Part 16 - Putus
"Rambut," Mutia mengecek rambut Putri yang diikat satu dengan rapi.
"Oke," katanya.
"Seragam," kali ini mata Mutia menelusuri kemeja dan rok yang dikenakan Putri.
"Rapi," nilainya.
"Wajah," Mutia meneliti wajah Putri. "Masih cantikan gue," kekeh Mutia tanpa rasa bersalah.
Putri membuang napas jengah. Akan sampai kapan mereka berdiri di depan pintu masuk kantin? Sudah lima menit lebih waktu terbuang sia-sia hanya untuk memeriksa penampilan Putri. Mutia memang sangat aneh dan berlebihan sebagai seorang manusia, Putri yang akan ketemuan namun justru ia yang heboh.
"Bisa gue masuk ke kantin sekarang?" tanya Putri penuh penekanan.
"Ya, cepat lo masuk," Mutia mendorong tubuh Putri untuk berjalan. "Eh, tunggu dulu."
Baru dua langkah Putri bergerak suara Mutia menginterupsi. Mau, tidak mau Putri berhenti dan menoleh pada Mutia. "Apa lagi, Mut?"
"Rambut lo digerai aja. Cowok lebih senang sama cewek yang rambutnya digerai. Kelihatan lebih cantik apalagi pas melambai-lambai ditiup angin. Cepat lepas ikatan rambut lo!" perintah Mutia dengan nada menggurui, bertingkah seperti seorang profesional.
Putri membuang napas kesal, namun tetap menurut. Dengan gerakan malas-malasan Putri melepaskan ikatan rambutnya. "Gimana? Gue udah cantik paripurna?"
"Kok jadi mirip mbak kunti, ya?" komentar Mutia polos.
"Kampret lo," kesal Putri dan mendapat respons tawa puas oleh Mutia. Sumpah, rasanya Putri ingin menyumpal mulut Ana dengan dalaman milik Superman. Eh jangan, nanti penggemar Superman mengamuk karena Putri mengambil dalaman idola mereka. Tidak lucu kalau Putri berakhir naas di tangan penggemar Superman. Well, lupakan karena ini tidak penting sama sekali
"Udah, cepat masuk sana!" pintah Mutia. Ia kembali mendorong Putri untuk segera memasuki area kantin yang memang cukup padat. "Tunggu dulu," cekalnya, lagi.

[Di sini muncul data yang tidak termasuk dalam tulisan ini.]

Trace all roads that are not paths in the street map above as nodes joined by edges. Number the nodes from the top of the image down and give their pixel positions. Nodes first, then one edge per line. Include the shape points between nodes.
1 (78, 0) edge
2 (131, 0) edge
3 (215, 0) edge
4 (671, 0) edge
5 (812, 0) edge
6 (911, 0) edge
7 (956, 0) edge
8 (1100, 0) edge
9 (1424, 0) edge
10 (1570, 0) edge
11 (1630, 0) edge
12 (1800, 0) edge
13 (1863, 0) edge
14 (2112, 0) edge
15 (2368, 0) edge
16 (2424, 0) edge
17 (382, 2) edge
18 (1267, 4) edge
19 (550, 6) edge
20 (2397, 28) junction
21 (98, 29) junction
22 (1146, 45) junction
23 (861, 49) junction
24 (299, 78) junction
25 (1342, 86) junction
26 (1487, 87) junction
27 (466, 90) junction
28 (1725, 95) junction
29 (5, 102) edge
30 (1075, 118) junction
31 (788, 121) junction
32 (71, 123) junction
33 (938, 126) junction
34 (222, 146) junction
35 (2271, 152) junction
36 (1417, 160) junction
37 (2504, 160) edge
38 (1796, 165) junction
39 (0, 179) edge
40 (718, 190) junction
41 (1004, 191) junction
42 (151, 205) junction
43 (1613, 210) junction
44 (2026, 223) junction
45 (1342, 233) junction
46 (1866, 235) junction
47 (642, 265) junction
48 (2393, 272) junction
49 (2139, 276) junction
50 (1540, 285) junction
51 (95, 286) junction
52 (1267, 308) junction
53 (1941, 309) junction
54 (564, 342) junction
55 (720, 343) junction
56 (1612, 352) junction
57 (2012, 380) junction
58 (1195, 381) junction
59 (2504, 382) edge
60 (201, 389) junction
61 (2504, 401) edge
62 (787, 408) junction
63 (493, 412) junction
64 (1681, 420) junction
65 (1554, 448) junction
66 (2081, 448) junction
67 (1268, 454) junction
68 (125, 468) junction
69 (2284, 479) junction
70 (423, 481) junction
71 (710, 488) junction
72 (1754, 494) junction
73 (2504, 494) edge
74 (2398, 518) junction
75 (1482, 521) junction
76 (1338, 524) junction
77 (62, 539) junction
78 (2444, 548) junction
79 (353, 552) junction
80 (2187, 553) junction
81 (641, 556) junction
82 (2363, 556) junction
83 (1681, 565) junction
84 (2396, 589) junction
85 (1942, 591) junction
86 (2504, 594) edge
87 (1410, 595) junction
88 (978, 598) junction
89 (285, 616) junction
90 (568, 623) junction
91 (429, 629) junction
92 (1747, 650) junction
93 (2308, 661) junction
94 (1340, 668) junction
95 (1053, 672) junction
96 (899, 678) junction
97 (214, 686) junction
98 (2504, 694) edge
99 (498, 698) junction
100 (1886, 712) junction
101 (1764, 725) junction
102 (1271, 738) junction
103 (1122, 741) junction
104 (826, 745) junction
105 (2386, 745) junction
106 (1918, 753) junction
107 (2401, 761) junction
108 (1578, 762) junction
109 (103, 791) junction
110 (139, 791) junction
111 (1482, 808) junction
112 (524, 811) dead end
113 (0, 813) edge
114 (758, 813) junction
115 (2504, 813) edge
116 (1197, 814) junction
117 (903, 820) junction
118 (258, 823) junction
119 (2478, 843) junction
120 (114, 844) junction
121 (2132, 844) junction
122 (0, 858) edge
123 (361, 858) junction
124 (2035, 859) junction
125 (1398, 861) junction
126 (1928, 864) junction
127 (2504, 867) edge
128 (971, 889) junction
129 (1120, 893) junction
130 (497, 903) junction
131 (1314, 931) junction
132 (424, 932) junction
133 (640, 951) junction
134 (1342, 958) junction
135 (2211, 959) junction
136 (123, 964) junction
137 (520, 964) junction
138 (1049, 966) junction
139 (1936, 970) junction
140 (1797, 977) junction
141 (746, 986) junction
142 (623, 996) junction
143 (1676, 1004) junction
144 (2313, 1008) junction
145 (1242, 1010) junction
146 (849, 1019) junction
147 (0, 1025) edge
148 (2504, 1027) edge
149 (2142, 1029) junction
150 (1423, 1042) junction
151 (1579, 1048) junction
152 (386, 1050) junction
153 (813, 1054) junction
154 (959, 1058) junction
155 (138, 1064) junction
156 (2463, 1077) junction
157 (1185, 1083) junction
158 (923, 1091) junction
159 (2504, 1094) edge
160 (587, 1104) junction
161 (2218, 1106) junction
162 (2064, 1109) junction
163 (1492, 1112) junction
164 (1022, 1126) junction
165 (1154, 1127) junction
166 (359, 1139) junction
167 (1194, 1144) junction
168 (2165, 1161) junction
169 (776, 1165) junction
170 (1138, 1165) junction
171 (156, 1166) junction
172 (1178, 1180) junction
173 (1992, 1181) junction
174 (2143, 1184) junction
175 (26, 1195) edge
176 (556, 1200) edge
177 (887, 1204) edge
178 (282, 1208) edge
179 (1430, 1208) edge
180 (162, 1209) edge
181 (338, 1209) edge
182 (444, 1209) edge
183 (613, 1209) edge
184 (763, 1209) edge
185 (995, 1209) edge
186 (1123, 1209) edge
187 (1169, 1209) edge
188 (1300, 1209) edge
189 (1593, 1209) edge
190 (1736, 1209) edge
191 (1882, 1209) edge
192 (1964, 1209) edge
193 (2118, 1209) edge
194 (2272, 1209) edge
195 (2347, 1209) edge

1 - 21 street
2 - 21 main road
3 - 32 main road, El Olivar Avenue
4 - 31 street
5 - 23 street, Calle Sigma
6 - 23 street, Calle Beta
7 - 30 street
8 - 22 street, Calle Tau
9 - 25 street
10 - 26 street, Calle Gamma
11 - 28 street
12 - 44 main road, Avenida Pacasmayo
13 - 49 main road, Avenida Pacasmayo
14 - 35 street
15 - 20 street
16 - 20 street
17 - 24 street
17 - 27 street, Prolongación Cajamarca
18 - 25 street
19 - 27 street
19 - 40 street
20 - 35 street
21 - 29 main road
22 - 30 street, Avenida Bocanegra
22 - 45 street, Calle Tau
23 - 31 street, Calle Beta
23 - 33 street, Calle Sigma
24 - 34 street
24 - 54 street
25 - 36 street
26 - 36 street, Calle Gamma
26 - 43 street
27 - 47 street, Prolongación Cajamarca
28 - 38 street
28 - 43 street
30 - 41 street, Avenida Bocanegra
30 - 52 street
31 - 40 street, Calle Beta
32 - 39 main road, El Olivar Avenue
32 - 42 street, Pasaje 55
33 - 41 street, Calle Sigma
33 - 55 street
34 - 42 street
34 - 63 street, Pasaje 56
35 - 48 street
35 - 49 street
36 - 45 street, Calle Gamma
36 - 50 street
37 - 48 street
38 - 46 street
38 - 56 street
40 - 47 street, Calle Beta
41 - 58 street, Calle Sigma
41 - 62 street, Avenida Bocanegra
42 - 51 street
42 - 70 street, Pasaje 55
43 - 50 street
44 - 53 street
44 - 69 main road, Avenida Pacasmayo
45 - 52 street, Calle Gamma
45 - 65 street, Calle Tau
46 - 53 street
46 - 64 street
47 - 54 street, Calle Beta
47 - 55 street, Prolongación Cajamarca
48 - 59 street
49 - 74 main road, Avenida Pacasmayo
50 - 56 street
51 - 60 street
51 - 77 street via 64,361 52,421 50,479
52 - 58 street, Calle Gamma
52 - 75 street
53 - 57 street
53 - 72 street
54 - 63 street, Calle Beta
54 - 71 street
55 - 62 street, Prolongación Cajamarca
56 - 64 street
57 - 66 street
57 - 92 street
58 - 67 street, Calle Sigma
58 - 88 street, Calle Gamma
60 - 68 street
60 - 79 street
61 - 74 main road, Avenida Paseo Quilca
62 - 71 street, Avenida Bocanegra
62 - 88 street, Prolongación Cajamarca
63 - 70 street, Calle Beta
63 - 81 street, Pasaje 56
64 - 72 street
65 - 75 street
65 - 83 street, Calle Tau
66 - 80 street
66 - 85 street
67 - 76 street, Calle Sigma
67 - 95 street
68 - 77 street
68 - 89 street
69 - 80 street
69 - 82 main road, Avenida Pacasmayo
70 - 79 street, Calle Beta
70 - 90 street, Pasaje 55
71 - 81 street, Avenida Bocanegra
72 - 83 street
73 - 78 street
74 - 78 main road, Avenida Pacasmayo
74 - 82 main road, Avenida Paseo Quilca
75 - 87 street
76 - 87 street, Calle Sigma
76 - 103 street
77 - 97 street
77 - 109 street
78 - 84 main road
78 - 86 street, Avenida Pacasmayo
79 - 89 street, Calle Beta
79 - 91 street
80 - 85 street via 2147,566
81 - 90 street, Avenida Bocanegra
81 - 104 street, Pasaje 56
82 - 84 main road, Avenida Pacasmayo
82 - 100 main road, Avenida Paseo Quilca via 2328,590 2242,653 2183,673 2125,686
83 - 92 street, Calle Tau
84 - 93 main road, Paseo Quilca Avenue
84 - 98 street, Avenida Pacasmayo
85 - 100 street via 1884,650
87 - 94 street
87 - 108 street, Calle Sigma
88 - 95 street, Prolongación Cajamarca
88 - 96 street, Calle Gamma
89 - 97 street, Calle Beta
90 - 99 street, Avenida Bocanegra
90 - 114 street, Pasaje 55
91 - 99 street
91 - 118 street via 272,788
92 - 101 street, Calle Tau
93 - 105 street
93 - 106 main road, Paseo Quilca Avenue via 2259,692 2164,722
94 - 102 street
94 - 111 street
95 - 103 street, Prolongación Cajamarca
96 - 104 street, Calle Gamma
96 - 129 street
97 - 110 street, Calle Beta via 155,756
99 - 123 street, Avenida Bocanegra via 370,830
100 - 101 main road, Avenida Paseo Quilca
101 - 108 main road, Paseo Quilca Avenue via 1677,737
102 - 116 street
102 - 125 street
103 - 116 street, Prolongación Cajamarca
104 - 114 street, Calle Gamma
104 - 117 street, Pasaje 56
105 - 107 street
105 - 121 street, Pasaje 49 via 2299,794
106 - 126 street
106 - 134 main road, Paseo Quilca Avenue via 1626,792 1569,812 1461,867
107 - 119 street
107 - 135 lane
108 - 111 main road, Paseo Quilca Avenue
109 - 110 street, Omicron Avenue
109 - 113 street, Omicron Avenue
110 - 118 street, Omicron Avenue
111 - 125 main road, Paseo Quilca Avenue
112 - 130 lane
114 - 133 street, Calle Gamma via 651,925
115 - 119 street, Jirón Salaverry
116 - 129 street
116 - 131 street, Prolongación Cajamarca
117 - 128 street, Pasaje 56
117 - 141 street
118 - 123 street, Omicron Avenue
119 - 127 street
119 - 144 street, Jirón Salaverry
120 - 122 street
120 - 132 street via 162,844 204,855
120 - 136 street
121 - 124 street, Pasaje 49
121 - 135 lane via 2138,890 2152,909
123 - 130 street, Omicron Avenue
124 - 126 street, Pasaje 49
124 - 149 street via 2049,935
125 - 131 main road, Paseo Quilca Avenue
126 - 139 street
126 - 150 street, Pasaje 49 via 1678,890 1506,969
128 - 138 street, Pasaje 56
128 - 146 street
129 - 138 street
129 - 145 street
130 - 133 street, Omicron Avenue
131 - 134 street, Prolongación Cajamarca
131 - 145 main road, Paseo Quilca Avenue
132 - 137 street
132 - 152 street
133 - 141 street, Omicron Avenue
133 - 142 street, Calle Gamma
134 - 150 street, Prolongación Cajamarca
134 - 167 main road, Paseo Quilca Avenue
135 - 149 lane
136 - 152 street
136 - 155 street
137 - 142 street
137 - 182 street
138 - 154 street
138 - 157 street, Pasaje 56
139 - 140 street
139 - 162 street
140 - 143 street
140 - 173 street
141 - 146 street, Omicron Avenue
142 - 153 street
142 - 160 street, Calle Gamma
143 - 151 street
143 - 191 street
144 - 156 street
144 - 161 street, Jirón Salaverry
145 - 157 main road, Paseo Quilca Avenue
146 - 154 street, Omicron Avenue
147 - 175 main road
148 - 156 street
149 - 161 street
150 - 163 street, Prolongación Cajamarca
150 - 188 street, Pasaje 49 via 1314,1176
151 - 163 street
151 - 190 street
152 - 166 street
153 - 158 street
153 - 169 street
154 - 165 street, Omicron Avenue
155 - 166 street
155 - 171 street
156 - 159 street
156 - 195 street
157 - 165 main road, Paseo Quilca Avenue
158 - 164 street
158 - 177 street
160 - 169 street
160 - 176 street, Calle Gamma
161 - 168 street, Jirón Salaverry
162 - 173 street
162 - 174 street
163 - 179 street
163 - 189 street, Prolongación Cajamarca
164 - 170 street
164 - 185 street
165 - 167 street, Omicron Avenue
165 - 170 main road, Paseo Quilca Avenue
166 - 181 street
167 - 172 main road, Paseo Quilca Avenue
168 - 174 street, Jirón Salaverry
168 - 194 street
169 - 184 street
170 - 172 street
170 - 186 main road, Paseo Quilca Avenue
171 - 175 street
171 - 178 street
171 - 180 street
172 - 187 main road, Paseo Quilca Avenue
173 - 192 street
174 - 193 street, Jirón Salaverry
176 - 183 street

Putri mengerang tertahan, "sekali lagi lo suruh gue pergi trus lo tahan, lo bakal gue mutilasi. Gue cincang daging lo jadi bagian kecil, gue masak jadi pergedel trus gue bagiin ke satu sekolah."

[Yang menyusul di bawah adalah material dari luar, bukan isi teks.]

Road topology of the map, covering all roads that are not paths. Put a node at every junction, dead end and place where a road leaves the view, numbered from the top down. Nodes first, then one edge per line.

"Sadis bener," gumam Mutia cemberut, ngeri sendiri membayangkan tubuhnya dicincang kecil-kecil kemudian dijadikan pergedel.
"Benar-benar deh, Mut. Gue nggak bakal jadi ketemu sama Ari kalo lo terus bertingkah kayak gini. Jam istirahat bisa-bisa habis duluan," keluh Putri dengan nada frustasi. Ia memasang ekspresi yang tidak enak untuk dilihat.
"Ingat kata-kata gue ini, kalau menurut buku sejarah cewek harus tetap jaim dan stay cool dipertemuan pertama sama cowok. Walaupun hati dag-dig-dug, jantung mau copot, hidung mau mimisan pokoknya harus tetap stay cool."
"Mutia?" panggil Putri pelan.
"Hmm?"
"Ini jam berapa?"
Mutia melihat jam tangan yang melingkar di pergelangan kirinya, "hampir jam dua belas."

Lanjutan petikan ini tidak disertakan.